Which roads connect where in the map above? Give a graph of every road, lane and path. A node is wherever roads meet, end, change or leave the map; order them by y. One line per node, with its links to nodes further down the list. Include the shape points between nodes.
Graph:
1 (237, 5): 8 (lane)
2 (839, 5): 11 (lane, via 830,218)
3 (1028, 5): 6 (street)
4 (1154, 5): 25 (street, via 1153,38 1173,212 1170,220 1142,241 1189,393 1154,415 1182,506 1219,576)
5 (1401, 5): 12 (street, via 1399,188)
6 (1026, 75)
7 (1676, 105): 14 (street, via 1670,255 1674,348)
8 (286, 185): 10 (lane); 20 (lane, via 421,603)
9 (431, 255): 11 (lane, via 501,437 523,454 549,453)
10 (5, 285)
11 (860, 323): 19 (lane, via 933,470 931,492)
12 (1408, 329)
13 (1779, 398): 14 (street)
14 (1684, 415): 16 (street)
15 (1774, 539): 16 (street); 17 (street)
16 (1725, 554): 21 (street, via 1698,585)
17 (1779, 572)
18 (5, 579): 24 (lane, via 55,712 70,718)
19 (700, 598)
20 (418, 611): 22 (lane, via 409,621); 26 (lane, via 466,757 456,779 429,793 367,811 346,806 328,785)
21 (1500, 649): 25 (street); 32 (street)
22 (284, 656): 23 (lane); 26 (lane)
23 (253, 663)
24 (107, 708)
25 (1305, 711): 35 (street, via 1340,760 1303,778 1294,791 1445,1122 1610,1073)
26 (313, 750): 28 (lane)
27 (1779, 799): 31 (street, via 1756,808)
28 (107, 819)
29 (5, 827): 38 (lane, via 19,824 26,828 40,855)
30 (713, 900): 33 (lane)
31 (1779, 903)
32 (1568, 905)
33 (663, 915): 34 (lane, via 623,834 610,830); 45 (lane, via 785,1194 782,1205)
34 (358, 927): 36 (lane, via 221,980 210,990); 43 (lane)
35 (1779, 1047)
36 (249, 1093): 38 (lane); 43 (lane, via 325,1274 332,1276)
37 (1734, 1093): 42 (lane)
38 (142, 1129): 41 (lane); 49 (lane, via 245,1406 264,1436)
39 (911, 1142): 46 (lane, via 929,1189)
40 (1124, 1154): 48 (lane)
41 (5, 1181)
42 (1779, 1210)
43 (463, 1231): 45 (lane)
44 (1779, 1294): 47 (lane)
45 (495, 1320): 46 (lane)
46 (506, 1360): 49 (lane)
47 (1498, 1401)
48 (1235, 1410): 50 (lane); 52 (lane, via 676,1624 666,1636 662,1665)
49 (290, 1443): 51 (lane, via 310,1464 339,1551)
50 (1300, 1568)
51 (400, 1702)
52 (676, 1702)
════════
▶ _What you need to do_: Each line of the listing should be copied exactly, with none left out.

▶ _Response to the exercise_:
Which roads connect where in the map above? Give a graph of every road, lane and path. A node is wherever roads meet, end, change or leave the map; order them by y. One line per node, with its links to nodes further down the list. Include the shape points between nodes.
Graph:
1 (237, 5): 8 (lane)
2 (839, 5): 11 (lane, via 830,218)
3 (1028, 5): 6 (street)
4 (1154, 5): 25 (street, via 1153,38 1173,212 1170,220 1142,241 1189,393 1154,415 1182,506 1219,576)
5 (1401, 5): 12 (street, via 1399,188)
6 (1026, 75)
7 (1676, 105): 14 (street, via 1670,255 1674,348)
8 (286, 185): 10 (lane); 20 (lane, via 421,603)
9 (431, 255): 11 (lane, via 501,437 523,454 549,453)
10 (5, 285)
11 (860, 323): 19 (lane, via 933,470 931,492)
12 (1408, 329)
13 (1779, 398): 14 (street)
14 (1684, 415): 16 (street)
15 (1774, 539): 16 (street); 17 (street)
16 (1725, 554): 21 (street, via 1698,585)
17 (1779, 572)
18 (5, 579): 24 (lane, via 55,712 70,718)
19 (700, 598)
20 (418, 611): 22 (lane, via 409,621); 26 (lane, via 466,757 456,779 429,793 367,811 346,806 328,785)
21 (1500, 649): 25 (street); 32 (street)
22 (284, 656): 23 (lane); 26 (lane)
23 (253, 663)
24 (107, 708)
25 (1305, 711): 35 (street, via 1340,760 1303,778 1294,791 1445,1122 1610,1073)
26 (313, 750): 28 (lane)
27 (1779, 799): 31 (street, via 1756,808)
28 (107, 819)
29 (5, 827): 38 (lane, via 19,824 26,828 40,855)
30 (713, 900): 33 (lane)
31 (1779, 903)
32 (1568, 905)
33 (663, 915): 34 (lane, via 623,834 610,830); 45 (lane, via 785,1194 782,1205)
34 (358, 927): 36 (lane, via 221,980 210,990); 43 (lane)
35 (1779, 1047)
36 (249, 1093): 38 (lane); 43 (lane, via 325,1274 332,1276)
37 (1734, 1093): 42 (lane)
38 (142, 1129): 41 (lane); 49 (lane, via 245,1406 264,1436)
39 (911, 1142): 46 (lane, via 929,1189)
40 (1124, 1154): 48 (lane)
41 (5, 1181)
42 (1779, 1210)
43 (463, 1231): 45 (lane)
44 (1779, 1294): 47 (lane)
45 (495, 1320): 46 (lane)
46 (506, 1360): 49 (lane)
47 (1498, 1401)
48 (1235, 1410): 50 (lane); 52 (lane, via 676,1624 666,1636 662,1665)
49 (290, 1443): 51 (lane, via 310,1464 339,1551)
50 (1300, 1568)
51 (400, 1702)
52 (676, 1702)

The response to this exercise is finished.